Besides, Zadie needed to return to the university to give an afternoon lecture, and so I was left alone to spend some time with Lizzie, reflect reflect on the past and begin to plan my own future.
I had been undecided about whether to remain in Willow Creek, but now was inclined to stay and settle down. I had fallen in love with Zadie and reconciled with Lisanne, so I now had what I always desired—family.
But in addition to family, I now had friendship with Moss and Coda and was committed to help out the community by starting a program of urban renewal and kick-starting it with a program of generous grants.
I sat back satisfied by the progress I made in the last few weeks and looked ahead to participating in the community life.
Lizzie seemed to have been tired out by all the attention she had been given and was fast asleep, curled up with her blanket, so I decided to go for a hike to clear my head and get some fresh air.
I walked out through the woods for thirty minutes and then, turned around and came back again. I didn't want to chance leaving the pup alone for too long.
I just got back when a UPS truck pulled up in the drive and delivered a parcel. It was from my father's lawyer—a trove of personal papers and one unopened letter was addressed to me.

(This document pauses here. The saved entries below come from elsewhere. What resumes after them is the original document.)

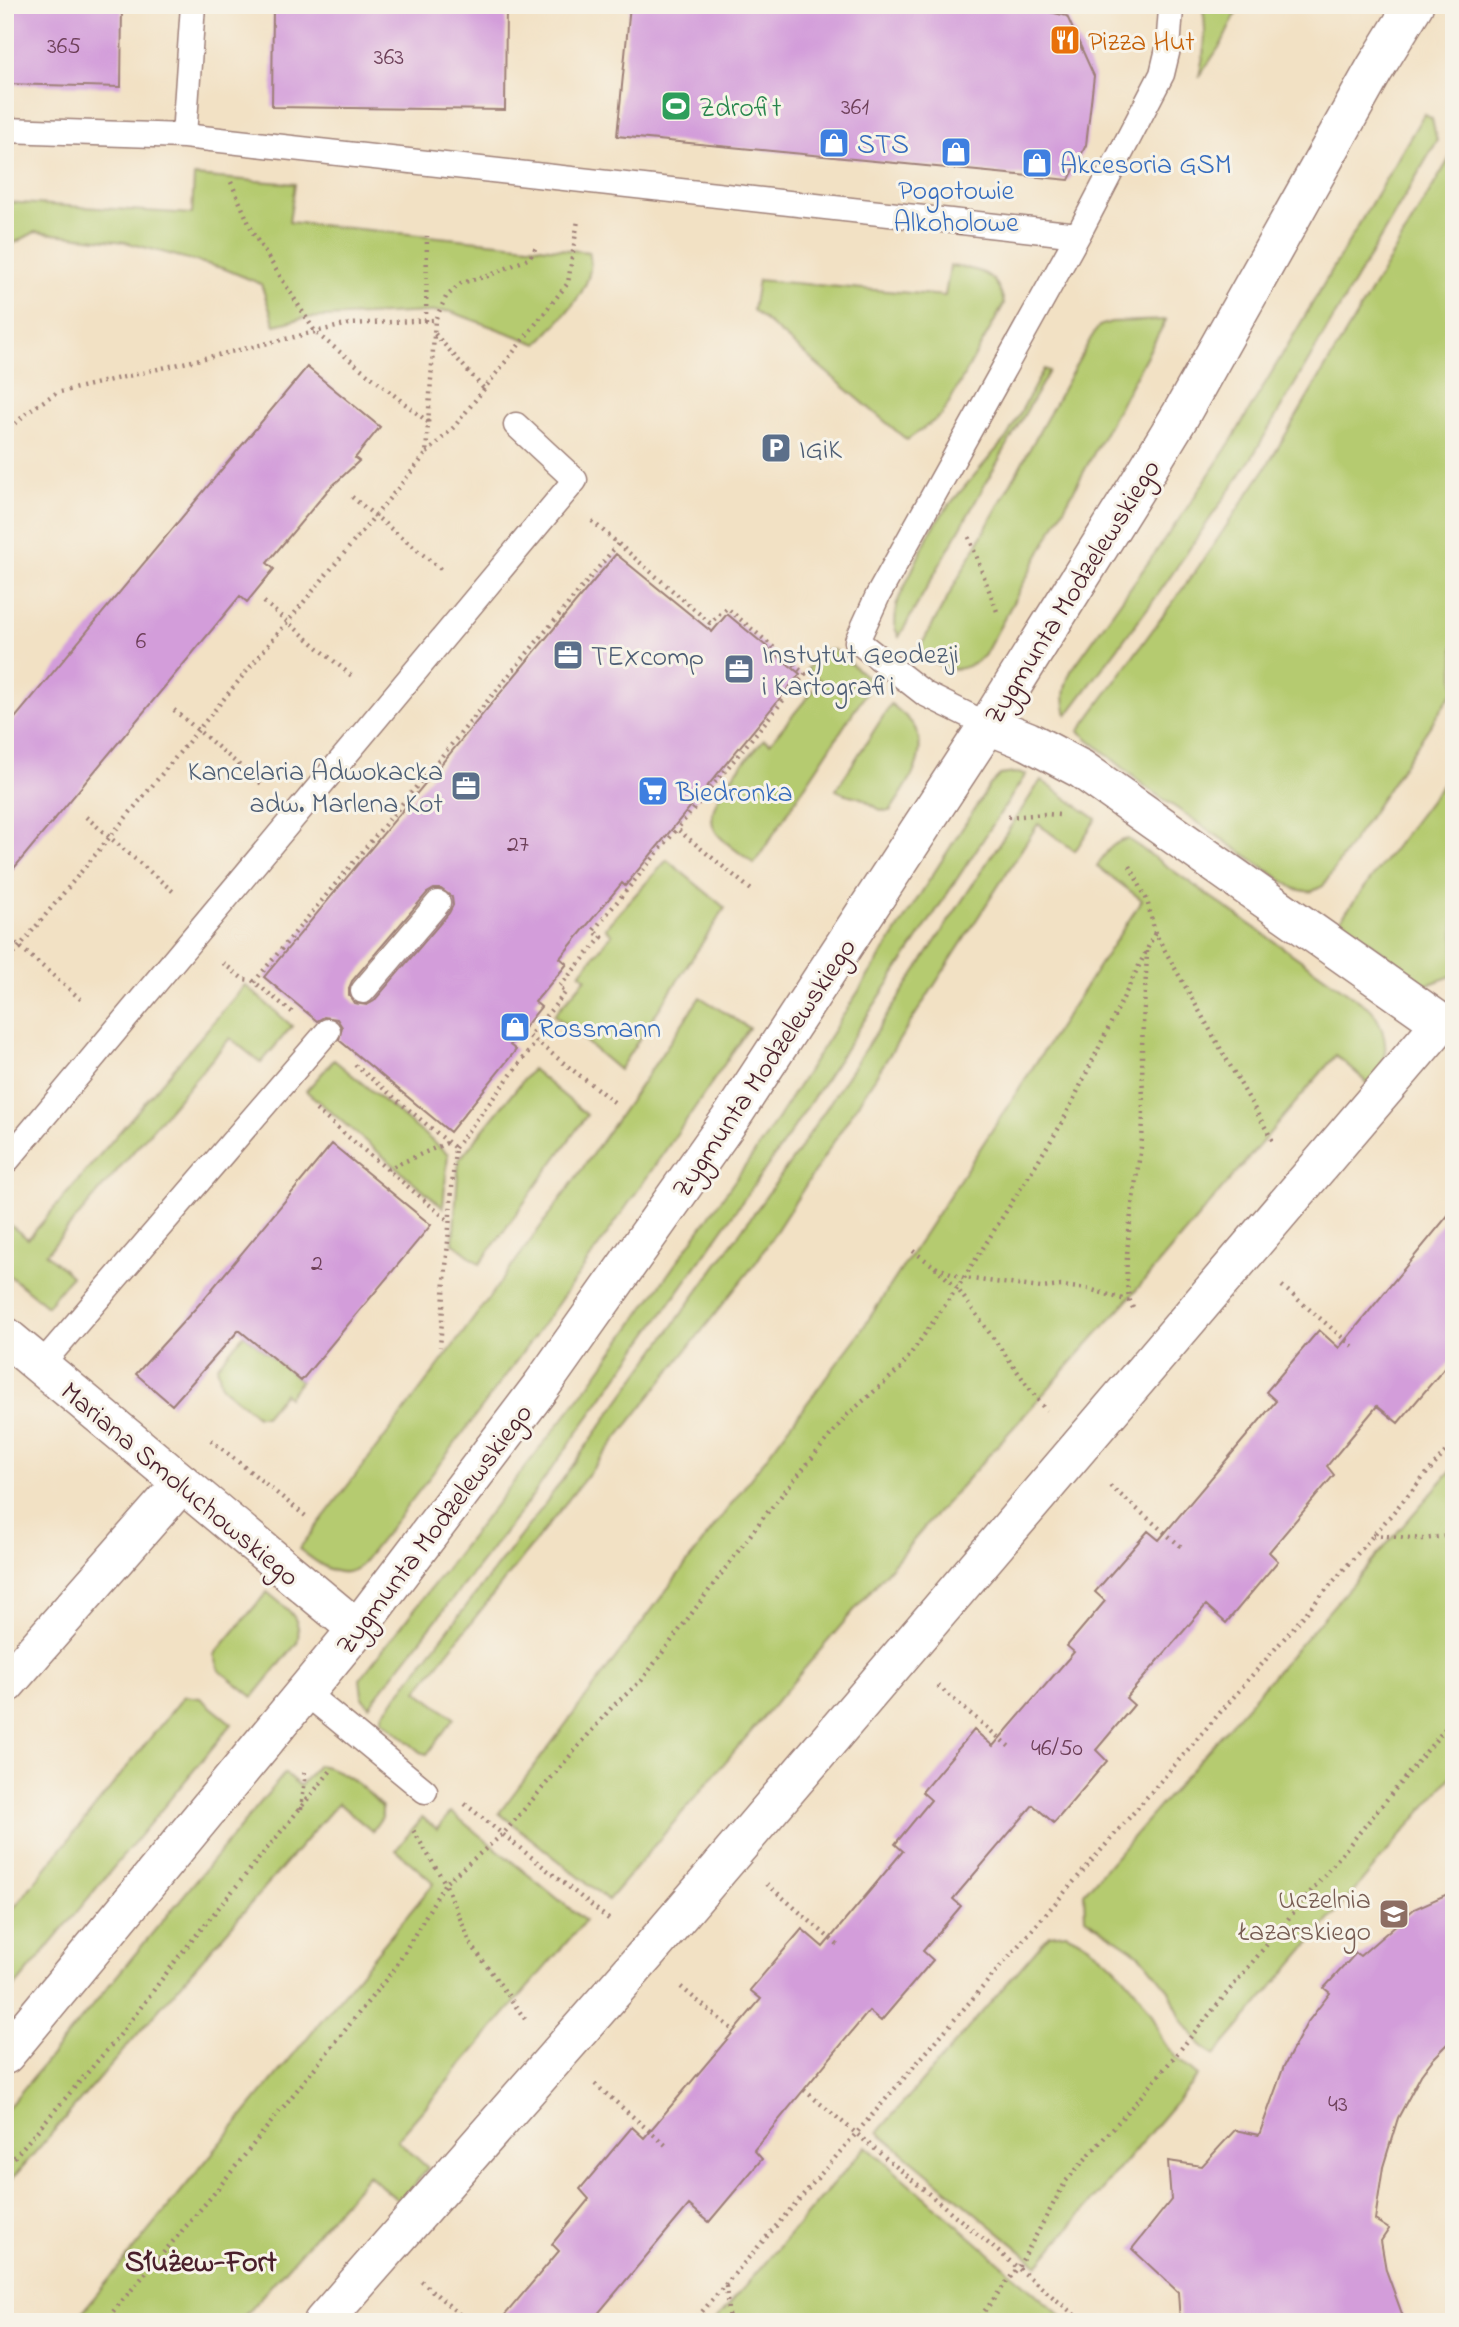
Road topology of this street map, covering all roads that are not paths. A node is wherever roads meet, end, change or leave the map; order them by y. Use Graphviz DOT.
graph roads {
  1 [pos="193,5"];
  2 [pos="1169,5"];
  3 [pos="1414,5"];
  4 [pos="5,130"];
  5 [pos="184,136"];
  6 [pos="1078,235"];
  7 [pos="516,425"];
  8 [pos="988,725"];
  9 [pos="438,903"];
  10 [pos="363,990"];
  11 [pos="1447,1017"];
  12 [pos="326,1035"];
  13 [pos="5,1163"];
  14 [pos="5,1336"];
  15 [pos="40,1366"];
  16 [pos="182,1483"];
  17 [pos="357,1629"];
  18 [pos="5,1685"];
  19 [pos="306,1692"];
  20 [pos="425,1791"];
  21 [pos="5,2055"];
  22 [pos="323,2322"];
  1 -- 5 [label="lane"];
  2 -- 6 [label="lane"];
  3 -- 8 [label="street, Zygmunta Modzelewskiego"];
  4 -- 5 [label="lane"];
  5 -- 6 [label="lane"];
  6 -- 8 [label="lane"];
  7 -- 13 [label="lane"];
  8 -- 11 [label="street"];
  8 -- 17 [label="street, Zygmunta Modzelewskiego"];
  9 -- 10 [label="lane"];
  11 -- 22 [label="street"];
  12 -- 15 [label="lane"];
  14 -- 15 [label="street, Mariana Smoluchowskiego"];
  15 -- 16 [label="street, Mariana Smoluchowskiego"];
  16 -- 17 [label="street, Mariana Smoluchowskiego"];
  16 -- 18 [label="street"];
  17 -- 19 [label="street, Zygmunta Modzelewskiego"];
  19 -- 20 [label="lane"];
  19 -- 21 [label="street, Zygmunta Modzelewskiego"];
}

I tore open the letter and sat by the fire reading.
Dear Cain,
I always hoped there'd be a chance to explain why you were sent away and separated from your mother and me. If you're reading this then Martin Wilcox has performed his final duty as executor by forwarding these papers to you.

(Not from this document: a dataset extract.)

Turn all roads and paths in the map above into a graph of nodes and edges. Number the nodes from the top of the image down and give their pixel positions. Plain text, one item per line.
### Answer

I left everything to you but regret including unfinished business. I tried as best I could to make amends for our family's sins but I'm sure you'll also try to do what is just for the townsfolk in Willow Grove.

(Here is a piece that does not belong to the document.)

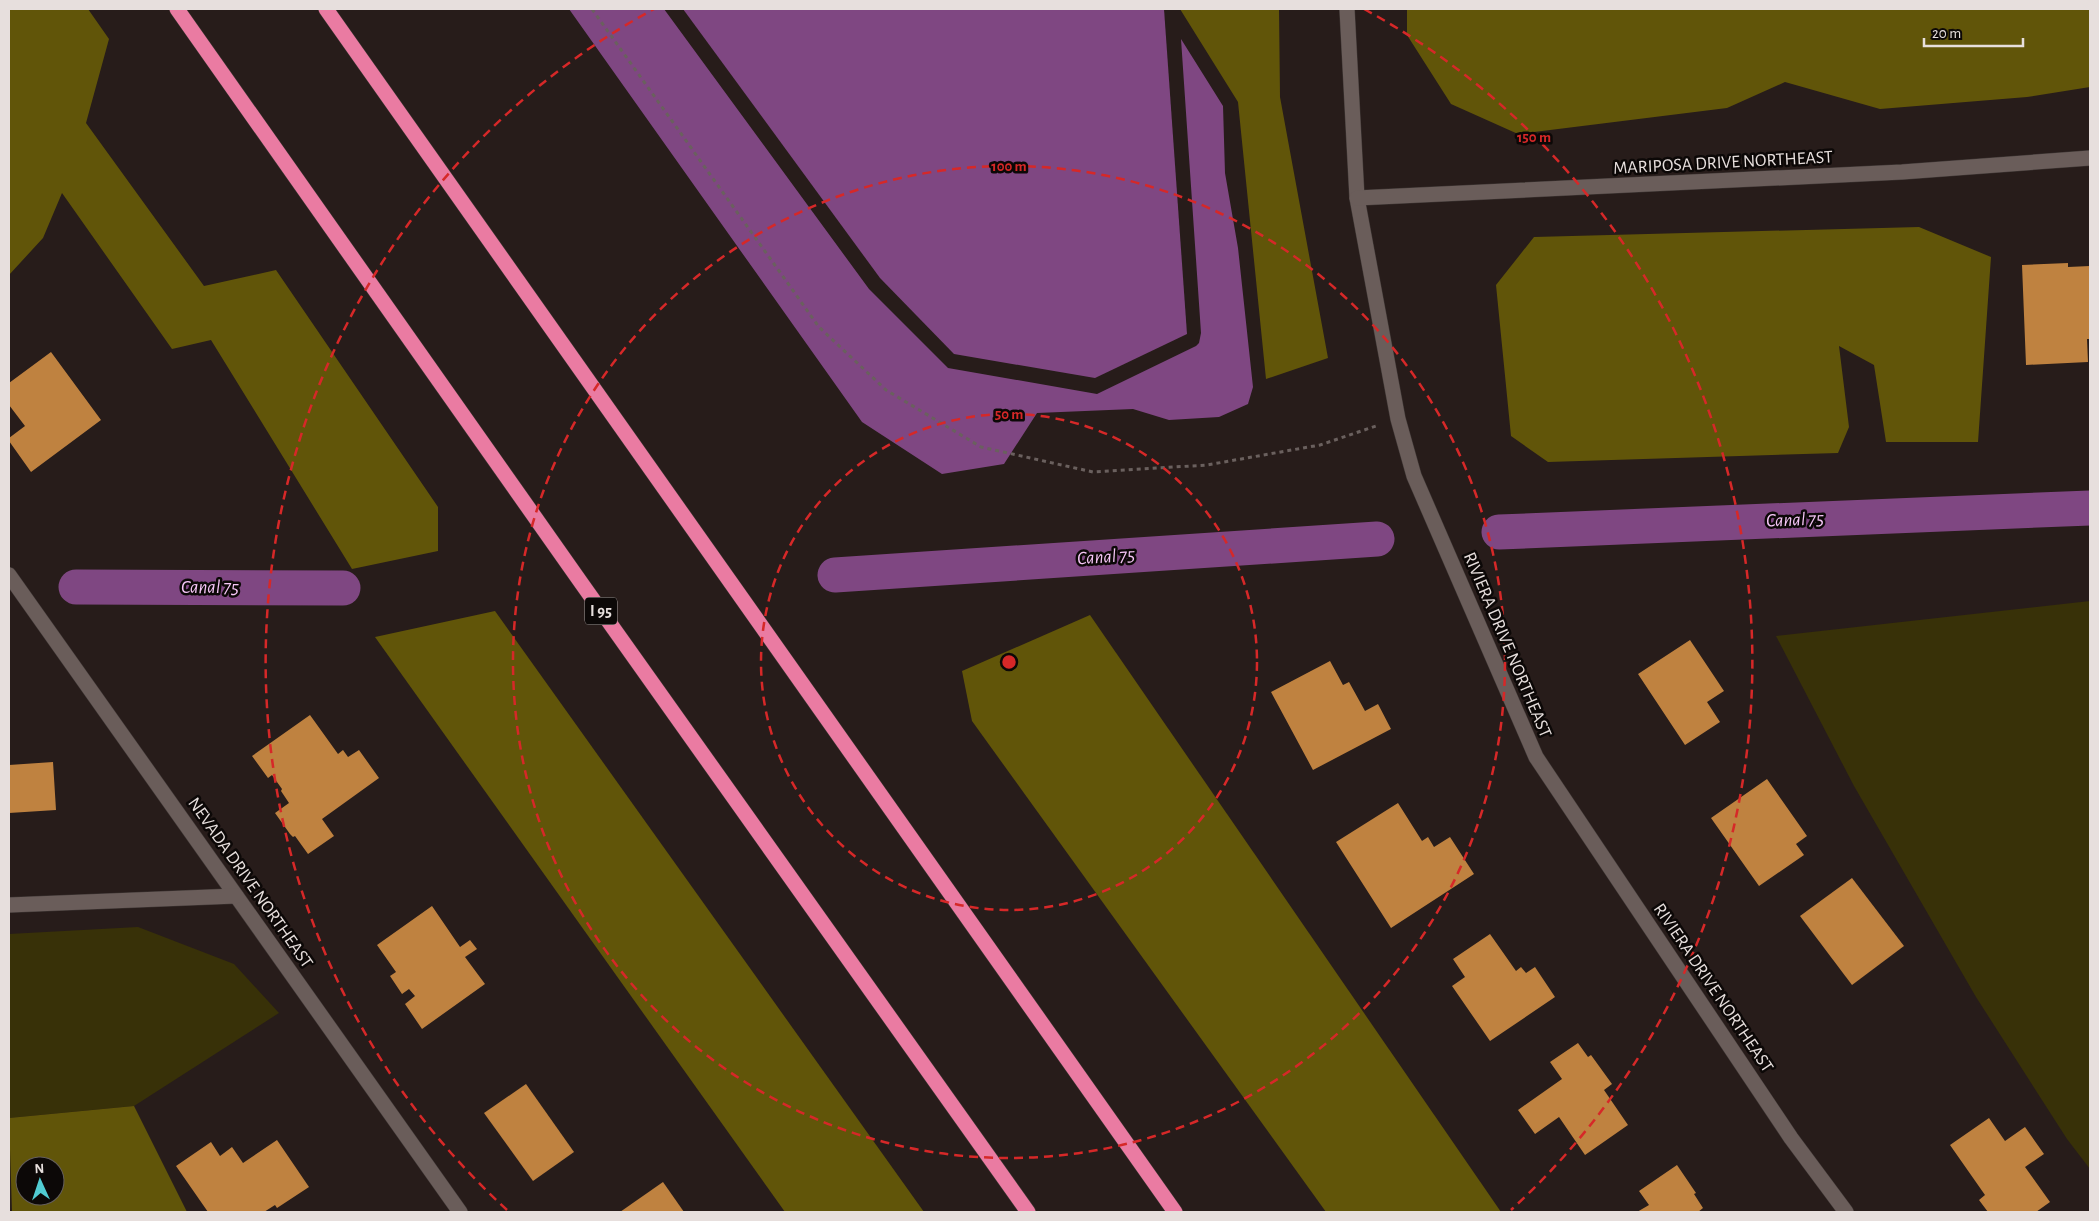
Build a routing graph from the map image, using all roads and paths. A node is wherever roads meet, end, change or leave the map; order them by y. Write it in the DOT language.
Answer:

I hope someday you'll find it in your heart to forgive, but know this—I only did what I could to protect you and you'll have to trust you were loved. Your mother and I grieved being apart from you. but keeping you safe from my father's threats seemed the best course of action
The documents enclosed will state the facts and need no further comment from me. Over the years, I got regular reports on your progress at school and later your success in writing and I want to tell you I'm proud of the man you've become.
Despite what you may think, you truly were loved. I only wish I had time to tell and to show you.
Dad
Tears flowed freely, unhindered by me. I had planned to visit my father's grave as a gesture of reconciliation but never expected to hear another word, especially, posthumously from him.
The documents proved what I had already discovered—my grandfather's misdeeds and my father's failed attempts to contact Anais and her child and make restitution to them. Apparently, by the time my father gained control of the estate and was in a position to try to reach out to Anais and her daughter, It was too little and too late.
My Father died before he could make things right but left no doubt he fully intended to compensate them. I will make sure Lisanne has all the benefits to which she was entitled and will expend every effort to make her life happier than it's ever been.
As I said at the beginning of this journey, I could have divested myself of everything and turned my back on my family, but that would have been ruinous to those employed by Walker Industries and would have devastated the local economy.
But in remaining and trying to make amends for my family's past sins, I discovered love here and a life I never would have imagined.
I surely have arrived where I started and now know the place for the first time.